With LCD Soundsystem having jumped to Columbia Records to release their first post-retirement record later this year, the band's longtime label DFA Records (co-founded by James Murphy) seems to have outgrown their old digs. The West Village building which has long housed the label has been put up for sale this week—which means you could become the owner of the house where Daft Punk once metaphorically played (and LCD Soundsystem really did play).

DFAHOUSE16EXT.jpgCurbed reports that the three-story townhouse at 225 West 13th Street is being sold by Douglas Elliman for $16 million. In a 2010 NY Times profile on label cofounder Jonathan Galkin, the offices are described as "intentionally plain," noting that despite "no buzzer, plaque, identifying sign," or glowing Heineken logo, plenty of people tried over the years "to sneak in here and drop off their demo."

Here's how Elliman describes the space:

Extraordinary in volume, scale, ceiling height and light, this solidly structured building with its loft-like proportions provides a unique offering to West Village home seekers, artists, art collectors or musicians. With its curb cut, THREE car garage, oversized elevator, opportunities abound. Currently, the basement is used as a well-equipped recording studio; the ground floor consists of a garage and live/work space overlooking a small patio. Second floor has a 20 foot high skylit living room, with wall to wall oversized windows facing south. The rest of the space has a wide corridor leading to a huge room with North and East exposure.Top floor has a gallery/library, a hall leading to another large room with North, East, West exposure, and a small loggia. Roof has mechanicals and an area for a deck. Built in 1909 for the New York Consolidated Card company, the building serves as a fine expression of brickwork, using true brick arches for its large windows. The cement and concrete ceilings solidify the structure. Formerly owned by a renown artist, the building has over the years been a creative inspiration to film makers and musicians.

That "renown artist" wasn't actually Murphy, Galkin, or any of the DFA people—as Curbed reports, the property's public records shows no affiliation to the record label, but does turn up the name of H. Keith H. Brodie, a President Emeritus of Duke University. Prior to Brodie, the townhouse was home to American artist David Deutsch, so perhaps that is who Elliman is referring to (Deutsch apparently lived in Turtle Bay up until a few years ago, when his place was bought by Mary-Kate Olsen and Olivier Sarkozy).

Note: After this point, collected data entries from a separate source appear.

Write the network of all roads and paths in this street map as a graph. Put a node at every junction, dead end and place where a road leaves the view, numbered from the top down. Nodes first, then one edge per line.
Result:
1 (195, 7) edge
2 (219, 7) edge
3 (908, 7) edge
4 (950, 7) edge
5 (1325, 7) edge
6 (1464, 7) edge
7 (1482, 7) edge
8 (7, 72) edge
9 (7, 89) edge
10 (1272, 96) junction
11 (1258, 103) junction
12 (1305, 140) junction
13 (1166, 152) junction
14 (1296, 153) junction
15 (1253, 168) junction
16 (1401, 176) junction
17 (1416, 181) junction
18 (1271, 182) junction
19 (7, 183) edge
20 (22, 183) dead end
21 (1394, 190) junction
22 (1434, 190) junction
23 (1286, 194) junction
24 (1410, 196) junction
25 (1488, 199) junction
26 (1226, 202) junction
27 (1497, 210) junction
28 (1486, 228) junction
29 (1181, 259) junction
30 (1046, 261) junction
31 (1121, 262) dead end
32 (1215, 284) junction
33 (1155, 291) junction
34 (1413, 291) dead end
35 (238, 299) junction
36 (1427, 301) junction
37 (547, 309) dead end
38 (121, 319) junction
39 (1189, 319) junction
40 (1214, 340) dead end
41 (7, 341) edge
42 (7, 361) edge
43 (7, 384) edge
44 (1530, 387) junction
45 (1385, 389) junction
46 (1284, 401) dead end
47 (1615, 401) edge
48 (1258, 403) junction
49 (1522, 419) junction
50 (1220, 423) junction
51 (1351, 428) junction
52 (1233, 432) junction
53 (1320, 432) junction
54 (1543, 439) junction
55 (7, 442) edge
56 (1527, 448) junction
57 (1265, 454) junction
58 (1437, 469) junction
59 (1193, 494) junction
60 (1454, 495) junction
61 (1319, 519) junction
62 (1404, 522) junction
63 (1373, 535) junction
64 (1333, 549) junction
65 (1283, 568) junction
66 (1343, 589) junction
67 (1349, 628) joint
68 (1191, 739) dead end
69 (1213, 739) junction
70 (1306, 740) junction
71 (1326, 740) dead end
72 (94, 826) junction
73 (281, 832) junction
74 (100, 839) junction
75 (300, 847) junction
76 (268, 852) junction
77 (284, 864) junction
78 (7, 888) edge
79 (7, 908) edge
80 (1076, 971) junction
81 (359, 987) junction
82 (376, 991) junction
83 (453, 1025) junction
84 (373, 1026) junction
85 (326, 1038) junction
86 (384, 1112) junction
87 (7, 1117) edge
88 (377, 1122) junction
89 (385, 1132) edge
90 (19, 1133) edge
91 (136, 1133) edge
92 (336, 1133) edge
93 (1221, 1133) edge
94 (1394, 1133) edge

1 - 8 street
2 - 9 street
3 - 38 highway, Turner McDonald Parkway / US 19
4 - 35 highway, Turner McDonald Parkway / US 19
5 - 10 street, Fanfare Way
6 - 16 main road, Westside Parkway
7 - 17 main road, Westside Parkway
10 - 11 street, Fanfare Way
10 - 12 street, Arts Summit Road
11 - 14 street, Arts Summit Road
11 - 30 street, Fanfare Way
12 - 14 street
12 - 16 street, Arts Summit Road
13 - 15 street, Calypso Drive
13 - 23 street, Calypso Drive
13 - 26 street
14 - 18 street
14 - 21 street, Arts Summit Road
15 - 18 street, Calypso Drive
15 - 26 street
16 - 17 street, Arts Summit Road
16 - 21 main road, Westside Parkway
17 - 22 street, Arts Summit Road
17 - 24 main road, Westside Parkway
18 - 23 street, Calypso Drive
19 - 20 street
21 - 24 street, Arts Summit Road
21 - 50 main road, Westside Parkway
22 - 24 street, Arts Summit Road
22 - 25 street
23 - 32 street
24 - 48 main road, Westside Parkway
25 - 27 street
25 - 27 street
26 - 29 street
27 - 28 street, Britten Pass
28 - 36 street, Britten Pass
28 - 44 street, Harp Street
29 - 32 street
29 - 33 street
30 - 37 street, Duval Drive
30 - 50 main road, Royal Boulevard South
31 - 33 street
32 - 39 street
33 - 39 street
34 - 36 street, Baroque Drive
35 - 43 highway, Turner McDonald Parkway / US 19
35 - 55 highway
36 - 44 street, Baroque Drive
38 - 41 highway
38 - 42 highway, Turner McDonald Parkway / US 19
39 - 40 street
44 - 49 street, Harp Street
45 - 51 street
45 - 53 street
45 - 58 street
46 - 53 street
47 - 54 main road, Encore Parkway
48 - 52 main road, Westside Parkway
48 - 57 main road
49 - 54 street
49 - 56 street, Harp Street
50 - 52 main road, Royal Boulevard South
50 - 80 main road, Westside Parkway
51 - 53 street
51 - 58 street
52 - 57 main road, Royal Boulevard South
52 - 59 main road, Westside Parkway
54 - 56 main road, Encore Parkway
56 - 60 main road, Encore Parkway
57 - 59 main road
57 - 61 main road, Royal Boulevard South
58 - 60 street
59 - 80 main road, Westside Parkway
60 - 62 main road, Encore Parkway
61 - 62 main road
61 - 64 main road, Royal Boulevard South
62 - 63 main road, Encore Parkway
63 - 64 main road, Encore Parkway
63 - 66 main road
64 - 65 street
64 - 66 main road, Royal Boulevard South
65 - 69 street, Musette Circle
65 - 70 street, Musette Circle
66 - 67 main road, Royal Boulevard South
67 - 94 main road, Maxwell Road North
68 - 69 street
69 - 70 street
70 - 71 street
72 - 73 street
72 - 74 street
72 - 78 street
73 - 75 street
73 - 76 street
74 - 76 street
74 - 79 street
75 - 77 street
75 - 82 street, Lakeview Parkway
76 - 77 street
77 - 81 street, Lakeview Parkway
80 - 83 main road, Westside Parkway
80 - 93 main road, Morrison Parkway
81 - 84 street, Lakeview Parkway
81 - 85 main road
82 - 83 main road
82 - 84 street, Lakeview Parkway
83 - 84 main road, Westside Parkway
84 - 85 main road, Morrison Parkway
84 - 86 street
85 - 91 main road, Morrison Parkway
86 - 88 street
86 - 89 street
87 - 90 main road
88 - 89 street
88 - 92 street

Even so, based on previous interviews and press releases, there is little doubt that many of the labels premiere bands—including LCD Soundsystem, YACHT and Hot Chip—have recorded at the West Village studio. I'm partial to this story about Murphy recording "Never As Tired As When I’m Waking Up” for the first LCD album, which almost certainly happened here:

After the Rapture had finished recording “Open Up Your Heart” for Echoes, James stuck around the studio through the night, wrote all the parts for “Never As Tired”, sang the lyrics, played all the instruments, and recorded and mixed the song, then gave Jonathan Galkin a CD-R the next morning, upon his arrival to work. James went to bed. Jonathan listened to the track all day, elated and stunned.